Filisetti: «Eravamo una cosa sola»
«Ti rendi conto? – attacca Filisetti – Lui era il mio stopper. In campo e fuori eravamo una cosa sola, lui era un calciatore molto intelligente, bravissimo, e un compagno di vita di una simpatia impareggiabile. Il nostro rapporto era fantastico perché insieme stavamo davvero bene, pur restando diversi. E adesso ti accorgi quanto sia bello avere questi ricordi perché ti mettono a posto con la vita, ti confermano che ne è valsa la pena. Con Baldo se ne va la mia infanzia, eravamo lontani solo fisicamente, ma lui era un mio amico e io lo ero per lui, anche se non ci si vedeva da tempo».

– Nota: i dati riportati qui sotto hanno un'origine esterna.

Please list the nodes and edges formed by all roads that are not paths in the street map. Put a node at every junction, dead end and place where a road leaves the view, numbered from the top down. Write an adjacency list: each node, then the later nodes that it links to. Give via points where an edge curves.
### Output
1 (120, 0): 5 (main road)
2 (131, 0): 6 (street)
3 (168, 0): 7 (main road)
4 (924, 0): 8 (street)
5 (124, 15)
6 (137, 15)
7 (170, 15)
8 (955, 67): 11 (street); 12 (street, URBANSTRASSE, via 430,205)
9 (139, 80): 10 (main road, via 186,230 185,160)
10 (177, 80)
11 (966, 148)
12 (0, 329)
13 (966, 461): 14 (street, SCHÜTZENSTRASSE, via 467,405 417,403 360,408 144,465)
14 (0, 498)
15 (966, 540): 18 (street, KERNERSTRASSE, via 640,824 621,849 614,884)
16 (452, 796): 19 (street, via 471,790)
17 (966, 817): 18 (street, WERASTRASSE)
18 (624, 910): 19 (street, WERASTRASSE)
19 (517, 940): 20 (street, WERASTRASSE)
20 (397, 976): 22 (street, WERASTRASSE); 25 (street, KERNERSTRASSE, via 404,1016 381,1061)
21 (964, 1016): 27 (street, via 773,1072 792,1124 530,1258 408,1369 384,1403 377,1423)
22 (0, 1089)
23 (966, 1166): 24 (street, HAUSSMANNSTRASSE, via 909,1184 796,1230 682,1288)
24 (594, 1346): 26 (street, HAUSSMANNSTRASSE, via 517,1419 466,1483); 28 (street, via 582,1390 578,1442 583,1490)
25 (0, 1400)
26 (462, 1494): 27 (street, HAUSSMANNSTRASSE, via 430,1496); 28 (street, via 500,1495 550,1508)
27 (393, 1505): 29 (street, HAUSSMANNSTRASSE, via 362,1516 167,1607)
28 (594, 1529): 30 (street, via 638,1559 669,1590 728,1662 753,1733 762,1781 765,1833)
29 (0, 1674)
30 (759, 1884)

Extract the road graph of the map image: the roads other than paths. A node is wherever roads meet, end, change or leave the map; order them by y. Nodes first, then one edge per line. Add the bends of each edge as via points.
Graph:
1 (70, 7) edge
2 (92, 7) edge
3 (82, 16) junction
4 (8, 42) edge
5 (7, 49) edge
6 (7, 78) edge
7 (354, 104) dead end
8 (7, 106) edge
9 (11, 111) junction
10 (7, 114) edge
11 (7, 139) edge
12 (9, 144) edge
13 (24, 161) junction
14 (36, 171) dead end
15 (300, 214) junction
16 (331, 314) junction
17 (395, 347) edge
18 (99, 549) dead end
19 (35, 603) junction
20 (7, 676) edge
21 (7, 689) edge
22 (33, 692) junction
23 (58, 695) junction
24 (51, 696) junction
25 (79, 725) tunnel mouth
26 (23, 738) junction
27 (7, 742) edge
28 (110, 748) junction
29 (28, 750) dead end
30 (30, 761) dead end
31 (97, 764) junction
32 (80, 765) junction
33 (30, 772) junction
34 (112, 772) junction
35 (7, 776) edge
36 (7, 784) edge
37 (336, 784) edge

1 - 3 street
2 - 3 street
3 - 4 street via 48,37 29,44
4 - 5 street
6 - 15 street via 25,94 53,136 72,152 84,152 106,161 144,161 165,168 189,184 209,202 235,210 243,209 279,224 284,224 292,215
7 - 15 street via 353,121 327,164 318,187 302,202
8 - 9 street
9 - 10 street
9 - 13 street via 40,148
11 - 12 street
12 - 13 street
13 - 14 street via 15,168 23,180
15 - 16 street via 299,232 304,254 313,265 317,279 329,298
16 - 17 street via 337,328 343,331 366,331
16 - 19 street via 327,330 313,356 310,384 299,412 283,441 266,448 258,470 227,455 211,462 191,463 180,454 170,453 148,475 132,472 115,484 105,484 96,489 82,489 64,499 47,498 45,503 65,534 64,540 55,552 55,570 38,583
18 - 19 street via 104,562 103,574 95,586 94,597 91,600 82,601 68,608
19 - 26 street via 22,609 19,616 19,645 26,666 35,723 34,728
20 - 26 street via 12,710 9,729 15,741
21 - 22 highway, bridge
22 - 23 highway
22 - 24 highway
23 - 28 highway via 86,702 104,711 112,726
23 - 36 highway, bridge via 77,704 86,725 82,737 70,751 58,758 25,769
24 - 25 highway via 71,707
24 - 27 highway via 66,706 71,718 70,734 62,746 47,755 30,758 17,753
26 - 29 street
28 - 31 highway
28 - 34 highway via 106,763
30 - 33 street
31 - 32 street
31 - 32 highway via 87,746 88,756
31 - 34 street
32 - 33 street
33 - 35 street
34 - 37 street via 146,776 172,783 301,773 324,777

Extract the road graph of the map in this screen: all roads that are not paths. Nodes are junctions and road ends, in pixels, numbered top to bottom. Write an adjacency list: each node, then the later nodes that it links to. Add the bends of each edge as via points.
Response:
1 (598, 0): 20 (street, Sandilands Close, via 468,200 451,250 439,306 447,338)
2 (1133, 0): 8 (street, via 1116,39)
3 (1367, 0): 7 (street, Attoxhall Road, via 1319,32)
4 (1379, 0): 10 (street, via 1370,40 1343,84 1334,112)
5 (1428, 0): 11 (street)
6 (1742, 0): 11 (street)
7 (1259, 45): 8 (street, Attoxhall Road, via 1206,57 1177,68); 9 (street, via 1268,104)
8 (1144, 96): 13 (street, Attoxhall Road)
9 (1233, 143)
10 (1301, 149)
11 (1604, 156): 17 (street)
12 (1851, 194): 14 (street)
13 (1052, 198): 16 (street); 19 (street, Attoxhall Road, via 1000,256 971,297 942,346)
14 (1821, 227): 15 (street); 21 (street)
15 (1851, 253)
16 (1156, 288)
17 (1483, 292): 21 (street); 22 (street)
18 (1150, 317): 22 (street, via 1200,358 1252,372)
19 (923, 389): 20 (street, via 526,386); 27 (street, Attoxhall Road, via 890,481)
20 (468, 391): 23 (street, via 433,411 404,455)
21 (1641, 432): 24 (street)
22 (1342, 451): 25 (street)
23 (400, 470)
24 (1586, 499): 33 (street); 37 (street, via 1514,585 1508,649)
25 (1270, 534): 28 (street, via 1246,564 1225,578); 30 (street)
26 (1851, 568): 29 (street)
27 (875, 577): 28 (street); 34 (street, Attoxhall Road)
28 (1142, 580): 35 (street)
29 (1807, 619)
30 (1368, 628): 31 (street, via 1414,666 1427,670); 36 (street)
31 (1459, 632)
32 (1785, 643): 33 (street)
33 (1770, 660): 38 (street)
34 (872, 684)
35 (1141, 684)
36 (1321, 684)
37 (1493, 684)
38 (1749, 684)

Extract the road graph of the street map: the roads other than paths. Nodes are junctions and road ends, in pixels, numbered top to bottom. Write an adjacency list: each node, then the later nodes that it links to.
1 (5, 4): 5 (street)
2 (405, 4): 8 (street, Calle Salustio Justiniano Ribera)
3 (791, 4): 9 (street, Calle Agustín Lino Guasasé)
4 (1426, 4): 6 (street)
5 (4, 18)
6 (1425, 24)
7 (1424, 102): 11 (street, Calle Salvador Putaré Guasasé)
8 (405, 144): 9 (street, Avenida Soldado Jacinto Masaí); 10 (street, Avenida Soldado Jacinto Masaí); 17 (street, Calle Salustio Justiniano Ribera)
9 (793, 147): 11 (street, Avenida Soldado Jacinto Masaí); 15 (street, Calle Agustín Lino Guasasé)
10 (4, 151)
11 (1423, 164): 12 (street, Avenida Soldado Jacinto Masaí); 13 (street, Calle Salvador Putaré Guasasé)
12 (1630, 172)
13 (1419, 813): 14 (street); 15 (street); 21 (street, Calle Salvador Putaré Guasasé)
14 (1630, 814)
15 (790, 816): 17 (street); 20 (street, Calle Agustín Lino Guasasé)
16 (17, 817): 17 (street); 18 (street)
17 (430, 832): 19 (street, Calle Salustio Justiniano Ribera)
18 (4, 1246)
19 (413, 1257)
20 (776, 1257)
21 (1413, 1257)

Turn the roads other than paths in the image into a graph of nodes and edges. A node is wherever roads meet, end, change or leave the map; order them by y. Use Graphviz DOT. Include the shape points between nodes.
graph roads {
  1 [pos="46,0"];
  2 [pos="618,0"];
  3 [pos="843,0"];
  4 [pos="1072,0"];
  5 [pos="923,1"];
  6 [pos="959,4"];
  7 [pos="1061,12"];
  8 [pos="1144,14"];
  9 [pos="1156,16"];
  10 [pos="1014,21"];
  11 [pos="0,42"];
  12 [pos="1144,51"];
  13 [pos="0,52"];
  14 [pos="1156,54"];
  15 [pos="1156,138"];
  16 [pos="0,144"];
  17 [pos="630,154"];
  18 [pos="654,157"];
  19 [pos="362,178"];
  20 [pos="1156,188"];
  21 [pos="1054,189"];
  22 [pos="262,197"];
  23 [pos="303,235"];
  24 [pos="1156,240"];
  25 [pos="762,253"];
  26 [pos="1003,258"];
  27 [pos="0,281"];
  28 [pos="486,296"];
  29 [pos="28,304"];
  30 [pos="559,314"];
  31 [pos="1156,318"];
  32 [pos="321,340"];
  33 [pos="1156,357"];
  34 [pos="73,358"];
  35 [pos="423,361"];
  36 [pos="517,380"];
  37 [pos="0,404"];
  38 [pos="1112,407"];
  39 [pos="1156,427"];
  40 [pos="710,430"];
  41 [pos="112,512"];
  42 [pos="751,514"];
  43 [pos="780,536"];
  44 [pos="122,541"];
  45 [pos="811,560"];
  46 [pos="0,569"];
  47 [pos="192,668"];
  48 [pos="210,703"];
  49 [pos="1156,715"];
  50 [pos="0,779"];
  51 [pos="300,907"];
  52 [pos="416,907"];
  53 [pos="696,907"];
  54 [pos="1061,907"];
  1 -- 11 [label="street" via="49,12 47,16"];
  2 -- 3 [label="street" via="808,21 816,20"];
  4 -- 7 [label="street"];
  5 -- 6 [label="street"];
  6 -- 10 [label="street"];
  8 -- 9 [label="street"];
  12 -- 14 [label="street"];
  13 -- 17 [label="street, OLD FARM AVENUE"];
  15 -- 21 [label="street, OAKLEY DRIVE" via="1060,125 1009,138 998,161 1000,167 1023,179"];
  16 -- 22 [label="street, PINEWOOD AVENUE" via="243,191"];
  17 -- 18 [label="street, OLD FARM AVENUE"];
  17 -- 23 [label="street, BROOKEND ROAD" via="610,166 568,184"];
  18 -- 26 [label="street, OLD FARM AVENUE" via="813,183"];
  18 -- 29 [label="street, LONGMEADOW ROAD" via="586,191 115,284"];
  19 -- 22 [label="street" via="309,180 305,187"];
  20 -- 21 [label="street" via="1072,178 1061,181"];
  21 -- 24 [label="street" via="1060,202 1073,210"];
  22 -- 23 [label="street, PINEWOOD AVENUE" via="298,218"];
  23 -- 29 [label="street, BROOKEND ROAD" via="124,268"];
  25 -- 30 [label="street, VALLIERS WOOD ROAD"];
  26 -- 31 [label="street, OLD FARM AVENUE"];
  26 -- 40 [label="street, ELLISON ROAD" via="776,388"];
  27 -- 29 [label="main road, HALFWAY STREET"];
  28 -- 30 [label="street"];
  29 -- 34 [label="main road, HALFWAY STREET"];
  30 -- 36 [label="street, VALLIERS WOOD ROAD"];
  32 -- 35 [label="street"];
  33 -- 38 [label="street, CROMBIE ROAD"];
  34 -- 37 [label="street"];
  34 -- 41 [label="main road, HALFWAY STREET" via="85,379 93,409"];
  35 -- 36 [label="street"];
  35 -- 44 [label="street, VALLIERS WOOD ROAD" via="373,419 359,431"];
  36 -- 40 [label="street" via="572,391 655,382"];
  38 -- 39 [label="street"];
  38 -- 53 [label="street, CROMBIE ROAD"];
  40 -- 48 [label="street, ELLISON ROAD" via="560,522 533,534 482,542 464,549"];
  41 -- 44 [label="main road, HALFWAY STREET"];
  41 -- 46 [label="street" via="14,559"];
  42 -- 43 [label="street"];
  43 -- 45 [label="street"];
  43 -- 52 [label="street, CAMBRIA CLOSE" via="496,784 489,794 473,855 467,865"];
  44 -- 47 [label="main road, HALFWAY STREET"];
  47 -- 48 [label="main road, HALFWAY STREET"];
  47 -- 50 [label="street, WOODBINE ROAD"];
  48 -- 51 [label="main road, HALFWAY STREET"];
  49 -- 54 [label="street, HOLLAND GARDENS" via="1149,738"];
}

Daniele ha la voce rotta dall’emozione e dal dolore. «Due anni or sono – racconta – ero in Spagna e sono passato dalla sua pizzeria per salutarlo, ma lui era a sua volta in vacanza in Sardegna».

Zambetti: «La vacanza a 18 anni...»
«Così – incalza Zambetti– due mesi fa avevamo deciso di andare a trovarlo insieme, dal momento che le notizie che ci erano arrivate su di lui non ci tranquillizzavano. Ma la pandemia e il conseguente blocco delle frontiere ci hanno impedito pure quello. Non averlo potuto vedere è qualcosa di lacerante. Mi porterò sempre nel cuore quelle vacanze insieme in tenda ad Alassio, a diciott’anni. Furono quindici giorni davvero indimenticabili». Baldo se ne va con un rammarico, quello di non essere riuscito a far parte dello staff tecnico giovanile atalantino. A Wilma e ai tre figlioli il nostro pensiero affettuoso. A Baldo un abbraccio e la speranza di un viaggio finalmente senza sofferenze.